Ruby provides a nice builtin module that lets easily turn your class into a singleton:

require 'singleton'

class MyClass
  include Singleton

  def say
    puts "Hello"
  end
end

MyClass.instance.say  # ---> "hello"

Problem

But I'm not quite happy with that. I'm not talking about the general wide overuse of the singleton pattern. What bothers me, is that the fact of MyClass being a singleton is just an implementation detail and it shouldn't change how I'm interfacing with this class.

For example, I might decide that instead of having a singleton I'd just like to have a class with static methods:

class MyClass
  def self.say
    puts "Hello"
  end
end

Nice. But now I have to go through all of my code and replace all the uses of MyClass.instance.say with MyClass.say.

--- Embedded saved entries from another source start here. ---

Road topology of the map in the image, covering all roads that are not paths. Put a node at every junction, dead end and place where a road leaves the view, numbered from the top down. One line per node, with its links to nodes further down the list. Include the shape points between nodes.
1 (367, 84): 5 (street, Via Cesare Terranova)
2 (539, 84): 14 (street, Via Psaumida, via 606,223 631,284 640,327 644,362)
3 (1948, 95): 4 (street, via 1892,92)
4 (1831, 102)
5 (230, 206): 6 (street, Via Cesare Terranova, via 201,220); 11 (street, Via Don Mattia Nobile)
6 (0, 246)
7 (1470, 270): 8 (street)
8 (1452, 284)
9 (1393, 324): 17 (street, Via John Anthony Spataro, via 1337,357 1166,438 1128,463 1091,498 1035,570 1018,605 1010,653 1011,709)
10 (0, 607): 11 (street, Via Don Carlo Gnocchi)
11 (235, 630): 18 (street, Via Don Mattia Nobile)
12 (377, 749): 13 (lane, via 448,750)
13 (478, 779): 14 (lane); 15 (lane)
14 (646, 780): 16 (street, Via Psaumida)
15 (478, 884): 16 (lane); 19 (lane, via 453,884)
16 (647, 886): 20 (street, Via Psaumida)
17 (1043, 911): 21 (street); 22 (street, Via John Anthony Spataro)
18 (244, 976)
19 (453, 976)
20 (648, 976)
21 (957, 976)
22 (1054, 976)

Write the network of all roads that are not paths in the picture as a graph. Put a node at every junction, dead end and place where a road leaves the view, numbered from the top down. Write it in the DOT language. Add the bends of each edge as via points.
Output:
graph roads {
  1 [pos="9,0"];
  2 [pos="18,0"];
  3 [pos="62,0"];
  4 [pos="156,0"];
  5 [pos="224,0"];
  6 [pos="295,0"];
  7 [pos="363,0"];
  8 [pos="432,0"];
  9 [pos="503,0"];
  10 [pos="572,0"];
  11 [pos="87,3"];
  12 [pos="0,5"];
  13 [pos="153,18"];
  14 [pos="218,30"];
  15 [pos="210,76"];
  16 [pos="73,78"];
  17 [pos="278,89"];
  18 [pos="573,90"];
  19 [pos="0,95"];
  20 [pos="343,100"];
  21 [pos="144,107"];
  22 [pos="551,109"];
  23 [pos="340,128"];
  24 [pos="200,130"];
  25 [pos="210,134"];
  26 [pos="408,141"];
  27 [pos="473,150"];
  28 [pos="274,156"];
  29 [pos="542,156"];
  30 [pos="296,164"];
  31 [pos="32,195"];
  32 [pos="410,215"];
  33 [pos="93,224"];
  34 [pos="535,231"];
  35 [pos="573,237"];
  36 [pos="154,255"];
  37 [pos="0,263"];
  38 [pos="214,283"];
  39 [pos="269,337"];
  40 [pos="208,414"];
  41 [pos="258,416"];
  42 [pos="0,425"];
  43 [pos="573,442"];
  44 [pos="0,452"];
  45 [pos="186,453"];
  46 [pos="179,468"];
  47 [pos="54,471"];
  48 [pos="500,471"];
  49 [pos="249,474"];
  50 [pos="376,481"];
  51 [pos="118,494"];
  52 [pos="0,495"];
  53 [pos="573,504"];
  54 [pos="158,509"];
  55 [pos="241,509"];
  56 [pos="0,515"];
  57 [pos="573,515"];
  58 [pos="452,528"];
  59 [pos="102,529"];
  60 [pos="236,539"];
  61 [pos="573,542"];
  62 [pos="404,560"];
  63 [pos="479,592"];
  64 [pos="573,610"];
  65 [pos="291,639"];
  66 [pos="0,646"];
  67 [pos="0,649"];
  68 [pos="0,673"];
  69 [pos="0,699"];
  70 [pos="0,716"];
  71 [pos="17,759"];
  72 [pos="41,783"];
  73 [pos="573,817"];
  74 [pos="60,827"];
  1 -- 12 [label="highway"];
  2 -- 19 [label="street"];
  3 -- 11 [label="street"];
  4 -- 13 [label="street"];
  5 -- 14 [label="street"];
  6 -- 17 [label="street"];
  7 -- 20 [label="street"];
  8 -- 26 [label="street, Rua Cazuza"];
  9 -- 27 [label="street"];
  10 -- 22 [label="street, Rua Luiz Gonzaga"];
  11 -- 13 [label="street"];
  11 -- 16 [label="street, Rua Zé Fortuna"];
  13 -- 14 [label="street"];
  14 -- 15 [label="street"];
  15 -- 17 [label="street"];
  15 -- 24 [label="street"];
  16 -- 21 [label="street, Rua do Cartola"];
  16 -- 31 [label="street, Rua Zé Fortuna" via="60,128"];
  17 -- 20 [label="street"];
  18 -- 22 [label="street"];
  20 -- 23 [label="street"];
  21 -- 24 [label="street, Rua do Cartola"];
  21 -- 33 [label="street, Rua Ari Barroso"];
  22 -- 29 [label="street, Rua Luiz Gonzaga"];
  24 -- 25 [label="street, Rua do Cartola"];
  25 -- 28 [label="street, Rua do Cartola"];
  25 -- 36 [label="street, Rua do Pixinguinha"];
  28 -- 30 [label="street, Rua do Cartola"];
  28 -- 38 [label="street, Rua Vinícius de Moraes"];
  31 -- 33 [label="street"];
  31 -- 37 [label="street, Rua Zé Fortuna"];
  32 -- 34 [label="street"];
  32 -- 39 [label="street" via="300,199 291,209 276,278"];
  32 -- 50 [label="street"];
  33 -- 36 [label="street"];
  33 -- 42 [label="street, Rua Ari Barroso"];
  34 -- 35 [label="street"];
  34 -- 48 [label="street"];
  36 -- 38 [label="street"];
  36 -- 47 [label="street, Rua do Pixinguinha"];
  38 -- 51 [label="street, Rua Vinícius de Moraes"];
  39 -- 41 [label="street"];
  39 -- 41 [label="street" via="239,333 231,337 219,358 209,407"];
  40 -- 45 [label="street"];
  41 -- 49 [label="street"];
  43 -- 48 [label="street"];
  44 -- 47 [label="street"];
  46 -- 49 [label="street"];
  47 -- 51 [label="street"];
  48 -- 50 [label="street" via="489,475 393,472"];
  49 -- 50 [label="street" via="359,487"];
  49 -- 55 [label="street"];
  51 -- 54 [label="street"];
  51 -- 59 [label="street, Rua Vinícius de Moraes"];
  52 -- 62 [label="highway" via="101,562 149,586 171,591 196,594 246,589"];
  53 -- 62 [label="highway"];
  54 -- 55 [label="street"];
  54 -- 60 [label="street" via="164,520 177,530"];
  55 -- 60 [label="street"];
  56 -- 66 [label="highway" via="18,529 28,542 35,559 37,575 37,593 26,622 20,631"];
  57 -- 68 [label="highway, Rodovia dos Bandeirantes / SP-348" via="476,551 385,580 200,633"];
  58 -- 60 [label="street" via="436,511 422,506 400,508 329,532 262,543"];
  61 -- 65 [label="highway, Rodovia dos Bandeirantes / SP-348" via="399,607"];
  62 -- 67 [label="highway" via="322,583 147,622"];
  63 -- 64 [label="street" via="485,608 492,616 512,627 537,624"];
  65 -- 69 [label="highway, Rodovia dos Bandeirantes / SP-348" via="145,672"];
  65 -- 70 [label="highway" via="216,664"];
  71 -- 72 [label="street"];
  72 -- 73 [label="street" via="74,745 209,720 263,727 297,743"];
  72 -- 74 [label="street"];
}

That's not good. The rest of my code shouldn't care if MyClass is implemented as a singleton or not.

Additionally I like my lines short. For me MyClass.say looks much cleaner and simpler to understand than MyClass.instance.say.

Maybe in Java and friends that's the best you can do, but in Ruby there sure is some better way.

Solution

So, after fiddling around a bit with some ruby meta-programming, I came up with my own improved version of the Singleton module:

require 'singleton'

module MySingleton
  def self.included(base)
    base.class_eval do
      # Include the builtin Singleton module
      include ::Singleton

      # Redirect calls from MyClass.method to MyClass.instance.method
      def self.method_missing(meth, *args, &block)
        self.instance.send(meth, *args, &block)
      end
    end
  end
end

You use it just like the standard Singleton:

require 'my_singleton'

class MyClass
  include MySingleton

  def say
    puts "Hello"
  end
end

With the important difference of how you call the methods on your instance:

MyClass.say  # ---> "hello"

Oh, and if you need it, you can still use the old way of calling out the singleton. This will still work:

MyClass.instance.say  # ---> "hello"

Extra

I have always found static methods in ruby to be too painful to define. You need to prefix all the static methods with self.:

class MyClass

  def self.foo
  end

  def self.bar
  end

  def self.baz
  end

end

And then, when you decide to change them all into instance methods, you'll need to remove all the self. prefixes. Not good at all.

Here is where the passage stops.